Thursday, December 18, 2008

Epiphany.

I have had an epiphany.

Now, this doesn’t happen often, and when it does I usually get a good bit of writing out of it, but we’ll see. I don’t like to promise those sorts of things, because you all come to expect them of me. What kind of writer can write on expectations? None I say! No one can write with readers bearing over their shoulder, breathing down their neck, bursting the imaginary bubble. It’s impossible.

So I’m not promising anything good to come from this epiphany. Nothing at all. In fact, this post may be so horrible that you want to stop reading right here and now, never to pick it up again. I wouldn’t blame you if you did, really. You never know what sort of turn it may take.

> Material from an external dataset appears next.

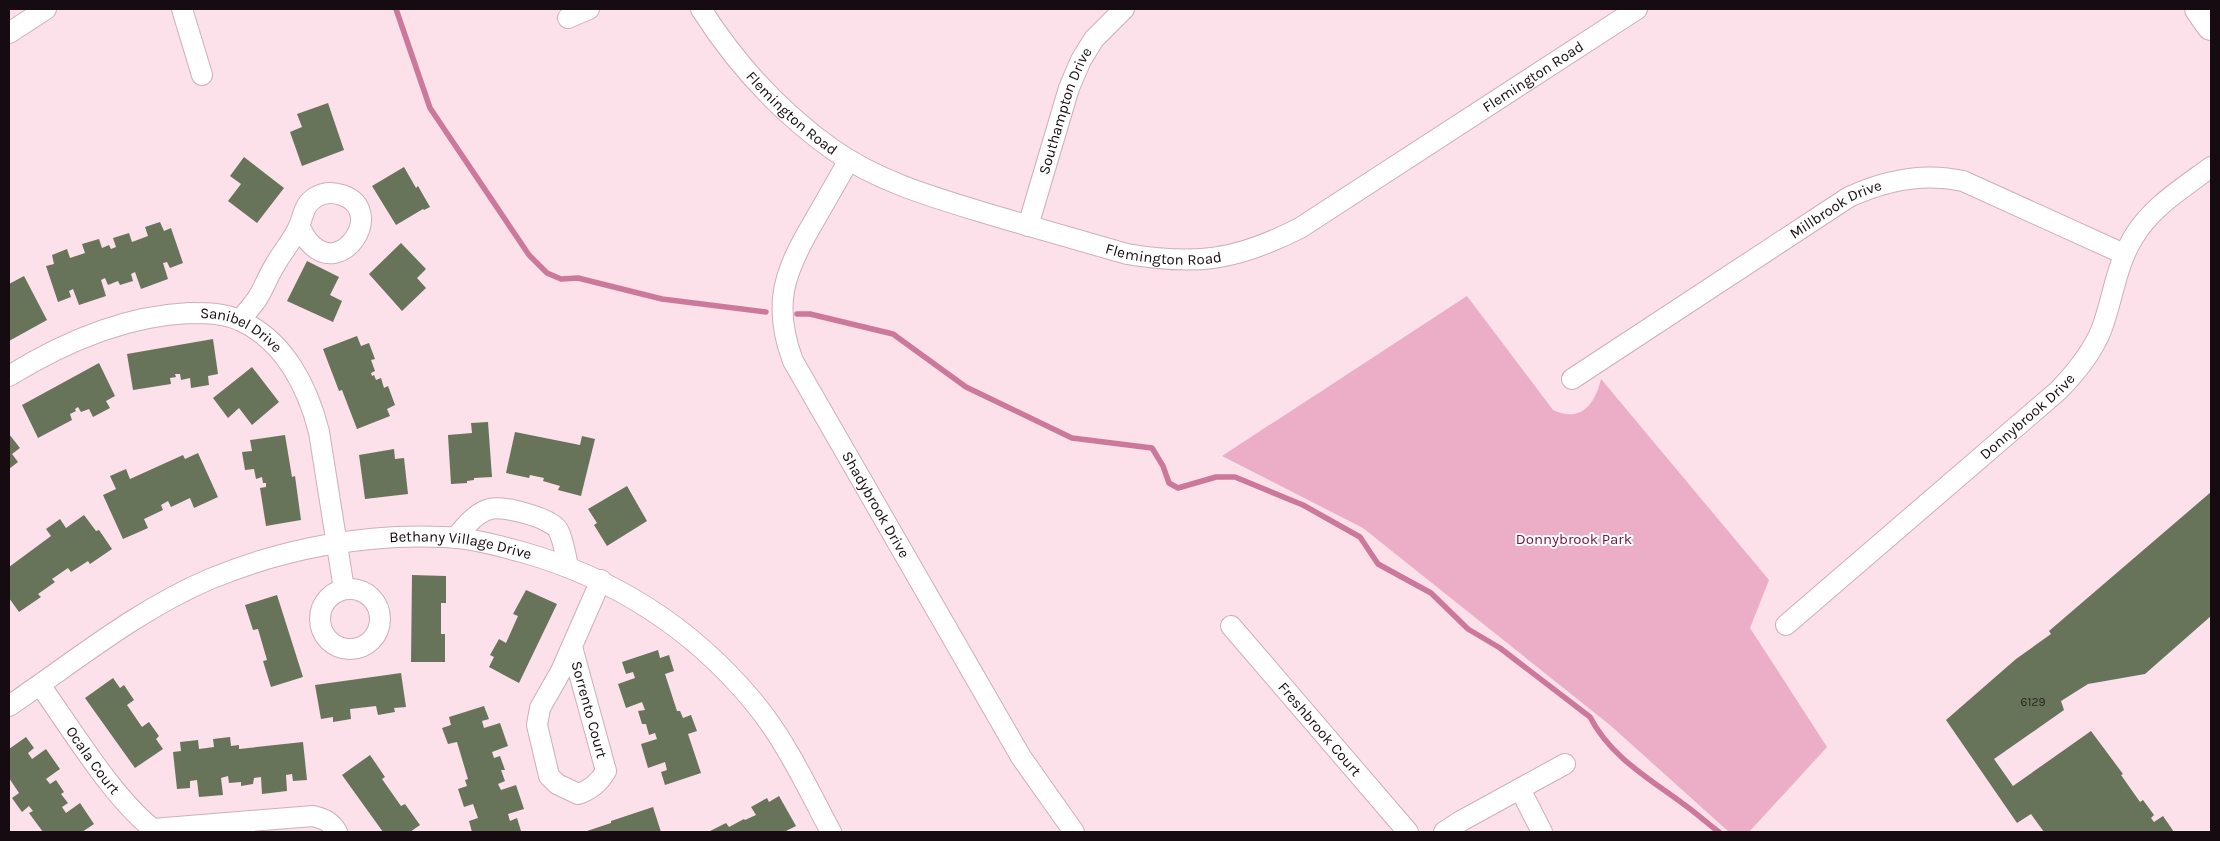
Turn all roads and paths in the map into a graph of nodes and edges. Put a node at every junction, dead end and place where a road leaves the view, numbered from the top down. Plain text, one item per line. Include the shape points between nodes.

Then again, it could be a marvelously wonderful post, the most amazing one you have ever read. And in that case I would not advise you to stop, as you may never run into anything as breath taking. Who knows the next time you will see something written so amazingly? Who’s to say the next time you’ll run across something so superb? I surely can’t.
My guess, though, is that this post will run down the middle. It will just be okay. Then again, I am a little biased as I have written it. So my opinion may not mean much. Take it with a grain of salt, eh? Which is something I’ve never understood. Why would you only take it with one grain of salt? That won’t make it any better; it will just make it the tiniest bit gritty. It won’t add flavor, it will just be a pain to shake the salt shaker and only get out one piece of salt, but I digress.

Actually, I am way off topic. What was the post supposed to be about again? Oh, right.

I have had an epiphany*.

Today is my grandmother’s birthday (happy birthday, Nana.). And on my way home from school earlier, after being thrilled because I got to leave early (as I didn’t have to take my afternoon final) I was wondering “Why is it that we wish other people Happy Birthday?” Is a birthday really any different then any other day? You wake up, roll over, turn off the alarm, go back to sleep, wake up again, turn off the alarm, force yourself out of bed, fall face first onto the ground just like any other day. There’s nothing special about a birthday, really. There’s no bubble around you yelling “THIS IS A PRINCESS, IT’S HER BIRTHDAY.” That just doesn’t happen.

So why is it that people feel the compulsion to wish others a Happy Birthday. And then I got to thinking some more, and I was contemplating the whole birthday idea. We’re another year closer, another year closer to being 6 feet under. We’ve lost yet another 365 days, never to be able to get them back. Another summer, another winter, another fall and another spring are all gone, now only a memory. Really, this is an occasion for mourning, not celebrating! We should be sad to lose all this time, for it to slip by so quickly.

About this time, I had the epiphany. I realized, that when people wish us happy birthday, they don’t really care about the birthday. They just don’t want us to be sad, because we’ve lost the time. They want us to be happy that we’ve had it, and that we can reflect upon it. They want us to rejoice in the things we have been given in that time, the relationships we have made, the good times we have shared. Yes, it is truly sad that those things are gone, but more will come. We must remember those good times, and look forward to the ones ahead.

You know, people are really thoughtful.




*That is a BUGGER of a word to type.